Action Sequence Planner: An Alternative For Offline Reinforcement Learning

Thank you for your valuable feedback. We appreciate the time and effort you have taken to evaluate our work. 1.We acknowledge your concerns about the clarity of our notation and presentation. To improve the readability and comprehension of our method, we have removed the mathematical formulas and notations in Section 3.2. Instead, we have included a more detailed explanation of the method in the appendix, along with its implementation code. We believe this change provides a more intuitive and accessible way for readers to understand our approach. 2.To address your concerns about the empirical results, we have added an additional experiment that reports the performance of our method when the window length k is set to 1. As shown in the updated results, the performance significantly degrades with very small window lengths, underscoring the suitability of our method for planning over longer sequences. Due to time constraints, we were only able to include the experimental results for k=1，however, we believe this is sufficient to demonstrate that this hyperparameter is indeed sensitive in our method. We also acknowledge the importance of a more comprehensive hyperparameter sensitivity analysis in offline RL algorithms, which we plan to explore in future work.

1.We understand that the lack of a full theoretical derivation of the policy gradient theorem under our proposed objective may raise concerns about the validity of the approach. Due to time constraints, we were unable to provide a comprehensive proof in this version of the paper. However, we have included more detailed implementation code, which we believe will give readers a clearer understanding of our approach. We plan to open-source our code in the near future, and we are confident that making it publicly available will allow others to experiment with our method and, through additional empirical studies, demonstrate its effectiveness.

2.We acknowledge your concerns regarding the clarity of our presentation. To improve the readability and comprehension of our method, we have made significant revisions in the paper. Specifically, we have removed some of the more complex mathematical formulas and notations in Section 3.2 to enhance clarity. In their place, we have included a more detailed and intuitive explanation of our approach in the appendix, along with its implementation code. We believe this change provides a more accessible way for readers to grasp our method, and we are confident that the code provided will help further elucidate the key ideas behind our approach.

3.We acknowledge that our current experiments are limited, particularly in terms of the number of environments tested.
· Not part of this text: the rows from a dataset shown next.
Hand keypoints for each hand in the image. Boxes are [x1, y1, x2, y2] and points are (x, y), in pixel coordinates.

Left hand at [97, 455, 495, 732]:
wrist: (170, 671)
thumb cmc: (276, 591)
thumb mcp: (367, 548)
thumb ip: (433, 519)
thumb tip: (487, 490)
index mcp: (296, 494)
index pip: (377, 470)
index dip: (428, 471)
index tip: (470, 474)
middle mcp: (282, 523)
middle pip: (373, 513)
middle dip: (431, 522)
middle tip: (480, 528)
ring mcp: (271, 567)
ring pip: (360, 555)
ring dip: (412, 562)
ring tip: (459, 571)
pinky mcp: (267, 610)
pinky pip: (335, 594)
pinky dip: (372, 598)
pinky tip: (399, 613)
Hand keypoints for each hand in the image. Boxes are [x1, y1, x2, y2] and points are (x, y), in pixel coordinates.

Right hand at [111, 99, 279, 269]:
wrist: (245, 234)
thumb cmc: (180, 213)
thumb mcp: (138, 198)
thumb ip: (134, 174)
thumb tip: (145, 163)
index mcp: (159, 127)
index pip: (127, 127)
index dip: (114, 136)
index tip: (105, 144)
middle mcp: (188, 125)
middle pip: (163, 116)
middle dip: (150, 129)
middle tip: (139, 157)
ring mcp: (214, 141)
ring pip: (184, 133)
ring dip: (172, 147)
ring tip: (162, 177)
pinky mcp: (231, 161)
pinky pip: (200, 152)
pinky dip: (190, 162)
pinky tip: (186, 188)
Due to time constraints, we have focused on a subset of tasks, specifically from the D4RL benchmark, but we plan to expand our evaluation in future work.

1.Thank you for your insightful question regarding the potential relationship between trajectory length and the value of k. As discussed in the manuscript, there is no strong or necessary dependency between these two variables. In practice, we observe that setting k to the length of an episode (epi_len) generally yields satisfactory results in most scenarios.However, when the environment exhibits high randomness, we recommend reducing the value of k. This adjustment allows the model to perform more frequent re-planning, which can help to mitigate the effects of such randomness. The trade-off between the trajectory length and the value of k is essentially a balance between the model’s ability to plan at a global scale versus its ability to adapt to changes and re-plan dynamically.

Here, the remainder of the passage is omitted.